There are dozens of ordinary ‘English’ words that originally came from languages historically associated with Islam (e.g. Arabic, Persian, Urdu).
These words range across diverse fields: from science and literature to food and furniture. Each article in this series will trace the history of one of these words and show how ‘Muslims Said It First’.
In doing so, I hope to show that Muslims have never been strangers to the West; we are as inseparable from its culture, history and heritage as our words are from its languages. And our contribution to its development can be found in any dictionary.
Mansoor Dahri, UK
California was already inhabited by approximately 130,000 Native Americans in the year 1542 when people from Europe saw it for the first time. Those Europeans happened to be Spanish so that the subsequent waves of colonisation led to California being part of Mexico when Mexico declared independence from Spain in 1821.
A short while later in 1846-7, America fought a war with Mexico and annexed the whole of California. So in a period of about three centuries, the ownership of California changed hands multiple times; first, the Native Americans, then the Empire of Spain, then the Republic of Mexico, and then finally the United States of America (although there were also a few weeks in the summer of 1846 when California was an independent republic).

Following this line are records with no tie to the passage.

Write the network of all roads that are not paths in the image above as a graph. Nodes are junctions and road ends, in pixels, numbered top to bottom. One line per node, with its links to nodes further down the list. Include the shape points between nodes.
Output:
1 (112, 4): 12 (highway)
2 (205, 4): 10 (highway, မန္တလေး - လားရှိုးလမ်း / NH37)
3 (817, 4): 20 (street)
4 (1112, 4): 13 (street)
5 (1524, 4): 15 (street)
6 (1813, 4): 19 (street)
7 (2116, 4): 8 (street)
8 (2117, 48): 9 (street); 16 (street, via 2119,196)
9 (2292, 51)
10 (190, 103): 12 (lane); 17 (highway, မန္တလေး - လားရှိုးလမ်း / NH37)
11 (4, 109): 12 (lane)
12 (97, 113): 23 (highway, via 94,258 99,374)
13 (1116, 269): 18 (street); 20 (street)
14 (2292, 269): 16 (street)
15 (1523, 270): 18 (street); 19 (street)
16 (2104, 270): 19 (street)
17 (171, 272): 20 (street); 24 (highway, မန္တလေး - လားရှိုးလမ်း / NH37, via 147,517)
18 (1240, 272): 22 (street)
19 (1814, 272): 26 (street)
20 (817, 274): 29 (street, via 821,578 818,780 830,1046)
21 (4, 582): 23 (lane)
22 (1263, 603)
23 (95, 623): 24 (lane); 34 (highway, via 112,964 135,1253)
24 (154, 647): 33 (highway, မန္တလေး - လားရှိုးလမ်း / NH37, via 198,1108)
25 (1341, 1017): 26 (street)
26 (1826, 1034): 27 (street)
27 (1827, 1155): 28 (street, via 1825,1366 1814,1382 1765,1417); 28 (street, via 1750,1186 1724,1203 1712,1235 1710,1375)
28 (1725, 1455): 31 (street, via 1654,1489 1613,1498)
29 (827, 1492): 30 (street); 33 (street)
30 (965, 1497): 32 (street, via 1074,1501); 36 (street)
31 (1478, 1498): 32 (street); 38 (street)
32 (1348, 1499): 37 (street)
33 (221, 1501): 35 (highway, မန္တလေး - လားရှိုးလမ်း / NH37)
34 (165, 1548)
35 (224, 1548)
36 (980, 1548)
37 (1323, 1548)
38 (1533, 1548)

The name ‘California’ was originally bestowed upon the territory by its Spanish settlers all those centuries ago. When Spanish explorers first arrived in California, they mistakenly believed it to be an island due to the fact that their first encounter was with the Baja California peninsula (a long stretch of land surrounded by water on three sides). This error persisted on maps until well into the 1800s, almost three centuries later.
But since they thought it was an island, they decided to name it after the mythical island of ‘California’ from the then-popular fantasy novel ‘Las sergas de Esplandián’ (‘The Adventures of Esplandián’), written by the Castilian author Garci Rodríguez de Montalvo sometime in the late 1400s or early 1500s. Otherwise, the name could just as easily have been ‘Atlantis’ instead of ‘California’; it all depended on the literary tastes of the Spanish explorers.
In Montalvo’s novel, the island of California was inhabited only by women and ruled by a queen whom the writer called ‘Calafia’. The writer chose the names ‘Calafia’ for the queen and ‘California’ for her realm because, in the story, California was allied with the ‘Moors’ or Muslims (as opposed to the Christians) and the names were supposed to be a reference to the Arabic term for a Muslim leader: ‘Caliph’ or ‘Khalifa’ (خليفة).
By Montalvo’s day and age, the term ‘Khalifa’ basically referred to a worldly ruler although it still carried a leftover shine of spiritual prestige from the days when it was used for the spiritual successors of the Holy Prophet Muhammad (sa).
Before Islam, the term ‘Khalifa’ originally only meant ‘successor’ or ‘representative’, hence why it came to be used to refer to the ‘successors’ or ‘representatives’ of the Holy Prophet (sa) and then became exclusively associated with the spiritual successors and later with the worldly usurpers of the office of Caliphate.
The first recorded instance of the word ‘Khalifa’ in a book, is in the first and oldest book ever to be written in the Arabic language: the Holy Qur’an. In the following verse, you can see the word being used in its original sense when Allah the Almighty decides to make the prophet Adam (as) His earthly representative:
وَاِذۡ قَالَ رَبُّکَ لِلۡمَلٰٓئِکَۃِ اِنِّیۡ جَاعِلٌ فِی الۡاَرۡضِ خَلِیۡفَۃً
And when thy Lord said to the angels: ‘I am about to place a vicegerent in the earth’ 
In this day and age, there is only one true Caliphate that still remains in the world, and that is the Spiritual Leadership of the Ahmadiyya Muslim Community, which is presently invested in the person of His Holiness Hazrat Mirza Masroor Ahmad (aba), the Fifth Caliph.
His Holiness has visited America on at least four occasions and California as well. On 11th May 2013, His Holiness was even awarded the Keys to the City of Los Angeles on account of his humanitarian work.
LA (Los Angeles) is California’s largest city and its name is Spanish for ‘the angels’. I will leave it to the philosophers and theologians amongst our readers to ponder over the symbolism of a Caliph visiting a land named after his own high office and being presented a golden key by ‘the angels’.
With a GDP of $3.4 Trillion (2021) and a population of nearly 40 million (2020), California today is the richest and most populated of America’s 50 states. California is so rich in fact, that if it were its own country, it would be the world’s 5th largest economy (2021). This wealth is unsurprising; California is, after all, home to both Silicon Valley and Hollywood. Technology, innovation, cultural soft power – all reside abundantly in the ‘Golden State’ with a golden name.
The blessings of a beautiful name are plain to see and Ahmadi Muslims who live in California should feel fortunate that the same institution of Caliphate which they love so ardently is the source of the name of their home.